Starting at the top line and ending at the last, restate the records exactly.

_Dataset records_
=== Section Start ===

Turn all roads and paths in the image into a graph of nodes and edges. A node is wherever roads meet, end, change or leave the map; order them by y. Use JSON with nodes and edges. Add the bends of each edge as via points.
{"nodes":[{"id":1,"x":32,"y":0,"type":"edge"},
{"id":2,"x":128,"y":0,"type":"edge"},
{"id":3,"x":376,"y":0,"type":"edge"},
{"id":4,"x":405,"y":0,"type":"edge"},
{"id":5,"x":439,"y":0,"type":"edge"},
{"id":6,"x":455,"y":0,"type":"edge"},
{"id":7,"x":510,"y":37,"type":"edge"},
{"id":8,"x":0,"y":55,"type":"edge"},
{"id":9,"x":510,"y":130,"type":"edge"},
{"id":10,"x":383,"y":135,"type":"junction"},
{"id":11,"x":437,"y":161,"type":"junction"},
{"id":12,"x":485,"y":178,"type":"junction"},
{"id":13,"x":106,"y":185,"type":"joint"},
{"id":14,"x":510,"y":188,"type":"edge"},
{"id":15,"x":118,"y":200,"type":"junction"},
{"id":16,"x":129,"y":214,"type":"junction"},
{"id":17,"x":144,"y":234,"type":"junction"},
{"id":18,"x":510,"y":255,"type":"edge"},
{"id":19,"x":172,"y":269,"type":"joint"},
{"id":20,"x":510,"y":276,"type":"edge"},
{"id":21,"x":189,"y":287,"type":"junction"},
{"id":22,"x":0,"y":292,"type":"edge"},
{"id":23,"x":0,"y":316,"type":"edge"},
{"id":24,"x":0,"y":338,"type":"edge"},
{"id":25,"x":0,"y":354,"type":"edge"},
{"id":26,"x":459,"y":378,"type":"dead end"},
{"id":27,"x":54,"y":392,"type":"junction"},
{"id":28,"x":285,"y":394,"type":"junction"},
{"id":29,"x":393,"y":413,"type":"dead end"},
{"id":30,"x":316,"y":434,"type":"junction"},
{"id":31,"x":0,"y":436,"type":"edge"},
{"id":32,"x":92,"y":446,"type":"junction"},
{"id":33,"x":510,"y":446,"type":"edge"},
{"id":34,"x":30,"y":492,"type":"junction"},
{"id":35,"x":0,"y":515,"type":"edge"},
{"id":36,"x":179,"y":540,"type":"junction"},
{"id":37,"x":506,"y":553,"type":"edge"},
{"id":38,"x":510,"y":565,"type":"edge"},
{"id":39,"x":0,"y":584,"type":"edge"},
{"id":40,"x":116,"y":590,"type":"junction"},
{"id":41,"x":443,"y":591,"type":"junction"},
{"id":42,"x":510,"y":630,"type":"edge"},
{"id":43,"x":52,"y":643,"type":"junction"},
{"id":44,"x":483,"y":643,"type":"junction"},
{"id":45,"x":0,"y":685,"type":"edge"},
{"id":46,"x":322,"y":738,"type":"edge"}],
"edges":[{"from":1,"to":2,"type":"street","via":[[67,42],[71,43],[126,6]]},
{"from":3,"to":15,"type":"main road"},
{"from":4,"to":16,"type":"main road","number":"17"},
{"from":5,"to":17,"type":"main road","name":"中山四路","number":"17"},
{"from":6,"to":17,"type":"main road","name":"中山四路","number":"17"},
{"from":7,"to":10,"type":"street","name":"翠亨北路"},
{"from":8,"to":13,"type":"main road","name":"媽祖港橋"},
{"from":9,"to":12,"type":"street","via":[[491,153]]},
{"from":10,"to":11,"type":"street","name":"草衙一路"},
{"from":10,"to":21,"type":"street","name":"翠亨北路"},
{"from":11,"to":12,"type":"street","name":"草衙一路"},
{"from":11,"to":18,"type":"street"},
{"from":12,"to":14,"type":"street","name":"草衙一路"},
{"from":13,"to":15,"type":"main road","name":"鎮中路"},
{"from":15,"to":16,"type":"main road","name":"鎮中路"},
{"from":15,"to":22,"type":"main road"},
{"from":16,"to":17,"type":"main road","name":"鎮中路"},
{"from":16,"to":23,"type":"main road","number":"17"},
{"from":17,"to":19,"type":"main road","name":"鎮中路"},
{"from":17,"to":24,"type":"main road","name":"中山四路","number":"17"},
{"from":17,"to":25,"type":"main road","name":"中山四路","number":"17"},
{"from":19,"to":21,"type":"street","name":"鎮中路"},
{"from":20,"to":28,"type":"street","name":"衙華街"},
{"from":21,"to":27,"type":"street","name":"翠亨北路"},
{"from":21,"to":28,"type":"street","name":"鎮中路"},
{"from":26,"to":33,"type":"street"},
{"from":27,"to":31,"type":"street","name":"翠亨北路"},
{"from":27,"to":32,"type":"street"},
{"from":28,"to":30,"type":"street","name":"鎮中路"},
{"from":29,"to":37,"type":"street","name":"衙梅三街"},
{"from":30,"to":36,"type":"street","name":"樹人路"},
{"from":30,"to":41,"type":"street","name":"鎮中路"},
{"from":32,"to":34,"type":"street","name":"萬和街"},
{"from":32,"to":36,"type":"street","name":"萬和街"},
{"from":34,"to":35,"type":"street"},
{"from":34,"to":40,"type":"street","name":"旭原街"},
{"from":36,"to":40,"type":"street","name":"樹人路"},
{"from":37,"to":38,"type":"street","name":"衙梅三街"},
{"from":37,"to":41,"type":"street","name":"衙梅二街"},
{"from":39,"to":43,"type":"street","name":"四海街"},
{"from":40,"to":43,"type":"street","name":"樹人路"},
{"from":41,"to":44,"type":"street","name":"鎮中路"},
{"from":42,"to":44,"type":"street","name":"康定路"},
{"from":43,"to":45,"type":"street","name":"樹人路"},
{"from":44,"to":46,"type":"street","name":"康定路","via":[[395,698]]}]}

=== Section End ===

_Your response_
Turn all roads and paths in the image into a graph of nodes and edges. A node is wherever roads meet, end, change or leave the map; order them by y. Use JSON with nodes and edges. Add the bends of each edge as via points.
{"nodes":[{"id":1,"x":32,"y":0,"type":"edge"},
{"id":2,"x":128,"y":0,"type":"edge"},
{"id":3,"x":376,"y":0,"type":"edge"},
{"id":4,"x":405,"y":0,"type":"edge"},
{"id":5,"x":439,"y":0,"type":"edge"},
{"id":6,"x":455,"y":0,"type":"edge"},
{"id":7,"x":510,"y":37,"type":"edge"},
{"id":8,"x":0,"y":55,"type":"edge"},
{"id":9,"x":510,"y":130,"type":"edge"},
{"id":10,"x":383,"y":135,"type":"junction"},
{"id":11,"x":437,"y":161,"type":"junction"},
{"id":12,"x":485,"y":178,"type":"junction"},
{"id":13,"x":106,"y":185,"type":"joint"},
{"id":14,"x":510,"y":188,"type":"edge"},
{"id":15,"x":118,"y":200,"type":"junction"},
{"id":16,"x":129,"y":214,"type":"junction"},
{"id":17,"x":144,"y":234,"type":"junction"},
{"id":18,"x":510,"y":255,"type":"edge"},
{"id":19,"x":172,"y":269,"type":"joint"},
{"id":20,"x":510,"y":276,"type":"edge"},
{"id":21,"x":189,"y":287,"type":"junction"},
{"id":22,"x":0,"y":292,"type":"edge"},
{"id":23,"x":0,"y":316,"type":"edge"},
{"id":24,"x":0,"y":338,"type":"edge"},
{"id":25,"x":0,"y":354,"type":"edge"},
{"id":26,"x":459,"y":378,"type":"dead end"},
{"id":27,"x":54,"y":392,"type":"junction"},
{"id":28,"x":285,"y":394,"type":"junction"},
{"id":29,"x":393,"y":413,"type":"dead end"},
{"id":30,"x":316,"y":434,"type":"junction"},
{"id":31,"x":0,"y":436,"type":"edge"},
{"id":32,"x":92,"y":446,"type":"junction"},
{"id":33,"x":510,"y":446,"type":"edge"},
{"id":34,"x":30,"y":492,"type":"junction"},
{"id":35,"x":0,"y":515,"type":"edge"},
{"id":36,"x":179,"y":540,"type":"junction"},
{"id":37,"x":506,"y":553,"type":"edge"},
{"id":38,"x":510,"y":565,"type":"edge"},
{"id":39,"x":0,"y":584,"type":"edge"},
{"id":40,"x":116,"y":590,"type":"junction"},
{"id":41,"x":443,"y":591,"type":"junction"},
{"id":42,"x":510,"y":630,"type":"edge"},
{"id":43,"x":52,"y":643,"type":"junction"},
{"id":44,"x":483,"y":643,"type":"junction"},
{"id":45,"x":0,"y":685,"type":"edge"},
{"id":46,"x":322,"y":738,"type":"edge"}],
"edges":[{"from":1,"to":2,"type":"street","via":[[67,42],[71,43],[126,6]]},
{"from":3,"to":15,"type":"main road"},
{"from":4,"to":16,"type":"main road","number":"17"},
{"from":5,"to":17,"type":"main road","name":"中山四路","number":"17"},
{"from":6,"to":17,"type":"main road","name":"中山四路","number":"17"},
{"from":7,"to":10,"type":"street","name":"翠亨北路"},
{"from":8,"to":13,"type":"main road","name":"媽祖港橋"},
{"from":9,"to":12,"type":"street","via":[[491,153]]},
{"from":10,"to":11,"type":"street","name":"草衙一路"},
{"from":10,"to":21,"type":"street","name":"翠亨北路"},
{"from":11,"to":12,"type":"street","name":"草衙一路"},
{"from":11,"to":18,"type":"street"},
{"from":12,"to":14,"type":"street","name":"草衙一路"},
{"from":13,"to":15,"type":"main road","name":"鎮中路"},
{"from":15,"to":16,"type":"main road","name":"鎮中路"},
{"from":15,"to":22,"type":"main road"},
{"from":16,"to":17,"type":"main road","name":"鎮中路"},
{"from":16,"to":23,"type":"main road","number":"17"},
{"from":17,"to":19,"type":"main road","name":"鎮中路"},
{"from":17,"to":24,"type":"main road","name":"中山四路","number":"17"},
{"from":17,"to":25,"type":"main road","name":"中山四路","number":"17"},
{"from":19,"to":21,"type":"street","name":"鎮中路"},
{"from":20,"to":28,"type":"street","name":"衙華街"},
{"from":21,"to":27,"type":"street","name":"翠亨北路"},
{"from":21,"to":28,"type":"street","name":"鎮中路"},
{"from":26,"to":33,"type":"street"},
{"from":27,"to":31,"type":"street","name":"翠亨北路"},
{"from":27,"to":32,"type":"street"},
{"from":28,"to":30,"type":"street","name":"鎮中路"},
{"from":29,"to":37,"type":"street","name":"衙梅三街"},
{"from":30,"to":36,"type":"street","name":"樹人路"},
{"from":30,"to":41,"type":"street","name":"鎮中路"},
{"from":32,"to":34,"type":"street","name":"萬和街"},
{"from":32,"to":36,"type":"street","name":"萬和街"},
{"from":34,"to":35,"type":"street"},
{"from":34,"to":40,"type":"street","name":"旭原街"},
{"from":36,"to":40,"type":"street","name":"樹人路"},
{"from":37,"to":38,"type":"street","name":"衙梅三街"},
{"from":37,"to":41,"type":"street","name":"衙梅二街"},
{"from":39,"to":43,"type":"street","name":"四海街"},
{"from":40,"to":43,"type":"street","name":"樹人路"},
{"from":41,"to":44,"type":"street","name":"鎮中路"},
{"from":42,"to":44,"type":"street","name":"康定路"},
{"from":43,"to":45,"type":"street","name":"樹人路"},
{"from":44,"to":46,"type":"street","name":"康定路","via":[[395,698]]}]}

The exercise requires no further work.